Madame [Y] [O], Veuve de Monsieur [Q] [U]

demeurant [Adresse 1]

EGYPTE

née le [Date naissance 1] 1946 à [Localité 1]

Madame [I] [U], épouse [N]

demeurant [Adresse 2]

[Localité 1] / MAROC

née le [Date naissance 2] 1971 à [Localité 1]

Monsieur [E] [M] [U]

demeurant [Adresse 3]

[Adresse 3]

né le [Date naissance 3] 1973 à [Localité 1]

Représenté par Me Didier LEBON, avocat au barreau de LILLE

Représenté par Me Jean-Philippe AUTIER, avocat au barreau de PARIS, toque : L0053

DÉFENDEURS A LA SAISINE

MONSIEUR LE CHEF DU SERVICE DES IMPOTS DES PARTICULIERS [Localité 2], représentant l'Etat

ayant ses bureaux [Adresse 4]

[Adresse 4]

Représenté par Me Alain STIBBE, avocat au barreau de PARIS, toque : P0211

Représenté par Me Alexandra BORET, avocat au barreau de PARIS

COMPOSITION DE LA COUR :

L'affaire a été débattue le 12 Février 2018, en audience publique, devant la Cour composée de :

Monsieur Edouard LOOS, Président

Mme Sylvie CASTERMANS, Conseillère

Mme Christine SIMON-ROSSENTHAL, Conseillère

qui en ont délibéré,

Un rapport a été présenté à l'audience par Madame Christine SIMON-ROSSENTHAL dans les conditions prévues par l'article 785 du code de procédure civile.
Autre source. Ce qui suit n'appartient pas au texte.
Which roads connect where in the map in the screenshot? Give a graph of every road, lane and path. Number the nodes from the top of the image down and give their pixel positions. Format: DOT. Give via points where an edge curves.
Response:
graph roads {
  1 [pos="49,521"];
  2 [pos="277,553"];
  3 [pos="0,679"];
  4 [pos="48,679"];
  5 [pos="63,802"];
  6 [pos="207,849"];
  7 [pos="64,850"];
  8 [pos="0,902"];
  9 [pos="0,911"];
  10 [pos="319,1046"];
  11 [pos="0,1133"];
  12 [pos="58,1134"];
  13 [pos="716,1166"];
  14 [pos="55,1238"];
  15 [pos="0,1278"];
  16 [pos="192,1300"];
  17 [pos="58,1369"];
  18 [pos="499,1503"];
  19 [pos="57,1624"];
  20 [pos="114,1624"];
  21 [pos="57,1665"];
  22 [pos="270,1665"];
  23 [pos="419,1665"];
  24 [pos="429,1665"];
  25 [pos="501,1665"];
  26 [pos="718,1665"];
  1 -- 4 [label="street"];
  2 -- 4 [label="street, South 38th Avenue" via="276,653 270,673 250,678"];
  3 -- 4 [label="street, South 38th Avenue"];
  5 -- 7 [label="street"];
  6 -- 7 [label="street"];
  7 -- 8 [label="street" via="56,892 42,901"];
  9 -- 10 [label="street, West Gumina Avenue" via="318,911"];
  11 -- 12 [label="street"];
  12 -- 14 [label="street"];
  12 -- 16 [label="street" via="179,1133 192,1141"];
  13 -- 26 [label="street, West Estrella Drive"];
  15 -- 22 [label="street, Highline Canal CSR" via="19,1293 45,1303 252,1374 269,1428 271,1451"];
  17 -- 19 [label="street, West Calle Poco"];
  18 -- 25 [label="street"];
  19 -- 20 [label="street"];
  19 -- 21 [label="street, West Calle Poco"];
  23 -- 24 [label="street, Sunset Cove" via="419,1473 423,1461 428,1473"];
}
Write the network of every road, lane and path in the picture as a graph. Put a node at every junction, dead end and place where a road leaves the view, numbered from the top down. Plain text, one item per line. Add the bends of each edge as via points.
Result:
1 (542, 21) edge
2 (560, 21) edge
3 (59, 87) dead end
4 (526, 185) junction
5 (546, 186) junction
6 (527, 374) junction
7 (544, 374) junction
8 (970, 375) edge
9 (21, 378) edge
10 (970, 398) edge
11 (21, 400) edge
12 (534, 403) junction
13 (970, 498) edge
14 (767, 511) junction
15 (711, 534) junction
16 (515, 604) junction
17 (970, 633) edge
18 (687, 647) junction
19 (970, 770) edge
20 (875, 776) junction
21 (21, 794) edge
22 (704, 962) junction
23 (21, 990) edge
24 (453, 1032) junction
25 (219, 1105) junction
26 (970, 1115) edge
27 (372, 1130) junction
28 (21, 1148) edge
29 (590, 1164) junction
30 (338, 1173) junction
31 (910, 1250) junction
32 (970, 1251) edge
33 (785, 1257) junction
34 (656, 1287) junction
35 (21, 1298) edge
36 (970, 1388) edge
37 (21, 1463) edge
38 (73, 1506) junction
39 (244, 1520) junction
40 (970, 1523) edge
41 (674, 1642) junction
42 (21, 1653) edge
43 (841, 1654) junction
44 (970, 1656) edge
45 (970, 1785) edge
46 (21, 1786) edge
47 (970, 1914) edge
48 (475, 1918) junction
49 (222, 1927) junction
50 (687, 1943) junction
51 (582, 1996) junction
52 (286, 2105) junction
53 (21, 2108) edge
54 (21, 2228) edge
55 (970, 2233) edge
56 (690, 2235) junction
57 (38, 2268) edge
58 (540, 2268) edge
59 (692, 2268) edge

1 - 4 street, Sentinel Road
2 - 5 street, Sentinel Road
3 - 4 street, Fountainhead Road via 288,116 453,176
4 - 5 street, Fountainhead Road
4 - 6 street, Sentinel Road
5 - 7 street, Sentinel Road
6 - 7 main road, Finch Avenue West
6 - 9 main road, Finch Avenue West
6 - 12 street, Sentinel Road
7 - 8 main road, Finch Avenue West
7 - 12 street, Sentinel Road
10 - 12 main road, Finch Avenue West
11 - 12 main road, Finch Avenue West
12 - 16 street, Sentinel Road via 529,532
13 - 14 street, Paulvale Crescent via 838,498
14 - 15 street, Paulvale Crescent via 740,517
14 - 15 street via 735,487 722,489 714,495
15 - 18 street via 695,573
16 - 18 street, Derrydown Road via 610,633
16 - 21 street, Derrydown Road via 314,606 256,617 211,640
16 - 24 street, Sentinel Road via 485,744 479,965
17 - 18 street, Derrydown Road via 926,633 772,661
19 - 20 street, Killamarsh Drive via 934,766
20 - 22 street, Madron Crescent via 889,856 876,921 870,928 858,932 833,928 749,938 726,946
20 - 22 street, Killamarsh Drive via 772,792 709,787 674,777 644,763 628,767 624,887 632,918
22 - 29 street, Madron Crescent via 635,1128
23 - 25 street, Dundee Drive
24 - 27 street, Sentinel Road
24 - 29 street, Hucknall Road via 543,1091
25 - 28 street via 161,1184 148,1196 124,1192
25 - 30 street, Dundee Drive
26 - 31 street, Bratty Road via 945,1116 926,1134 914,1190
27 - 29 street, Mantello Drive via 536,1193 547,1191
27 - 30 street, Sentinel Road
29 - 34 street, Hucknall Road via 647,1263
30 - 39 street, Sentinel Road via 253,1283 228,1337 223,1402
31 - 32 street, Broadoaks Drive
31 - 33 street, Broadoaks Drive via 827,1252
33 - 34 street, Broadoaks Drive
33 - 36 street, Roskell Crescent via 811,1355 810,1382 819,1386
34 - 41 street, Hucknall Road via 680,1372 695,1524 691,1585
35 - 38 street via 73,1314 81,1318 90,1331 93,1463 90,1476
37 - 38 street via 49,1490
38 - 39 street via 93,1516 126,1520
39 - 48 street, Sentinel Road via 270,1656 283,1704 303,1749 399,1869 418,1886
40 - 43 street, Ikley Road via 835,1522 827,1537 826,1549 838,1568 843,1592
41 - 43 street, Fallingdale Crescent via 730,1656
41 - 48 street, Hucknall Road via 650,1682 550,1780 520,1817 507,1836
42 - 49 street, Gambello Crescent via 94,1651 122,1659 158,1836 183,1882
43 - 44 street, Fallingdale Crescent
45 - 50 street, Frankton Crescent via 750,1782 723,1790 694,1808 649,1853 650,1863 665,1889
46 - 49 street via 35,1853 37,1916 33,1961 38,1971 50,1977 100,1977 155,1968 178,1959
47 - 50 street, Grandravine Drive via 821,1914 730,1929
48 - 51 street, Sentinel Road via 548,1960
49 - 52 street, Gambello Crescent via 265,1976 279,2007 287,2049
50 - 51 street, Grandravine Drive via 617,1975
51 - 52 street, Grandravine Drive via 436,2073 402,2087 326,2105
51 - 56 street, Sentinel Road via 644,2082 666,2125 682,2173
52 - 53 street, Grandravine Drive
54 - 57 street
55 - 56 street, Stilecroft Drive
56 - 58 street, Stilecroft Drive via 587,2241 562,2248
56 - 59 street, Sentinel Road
Greffière, lors des débats : Mme Cyrielle BURBAN

ARRET :

- contradictoire

- par mise à disposition de l'arrêt au greffe de la Cour, les parties en ayant été préalablement avisées dans les conditions prévues au deuxième alinéa de l'article 450 du code de procédure civile.

- signé par Monsieur Edouard LOOS, président et par Madame Cyrielle BURBAN, greffière à qui la minute de la décision a été remise par le magistrat signataire.

FAITS ET PROCÉDURE

Selon bordereau de situation du 25 juillet 2012, Monsieur et Madame [U] sont redevables à la caisse de Monsieur le chef du service des impôts des particuliers (SIP) de [Localité 2] arrondissement Muette de la somme totale de 1 794 417,82 euros au titre de l'impôt sur les revenus des années 1999 à 2002 et de la contribution sociale de l'année 2002.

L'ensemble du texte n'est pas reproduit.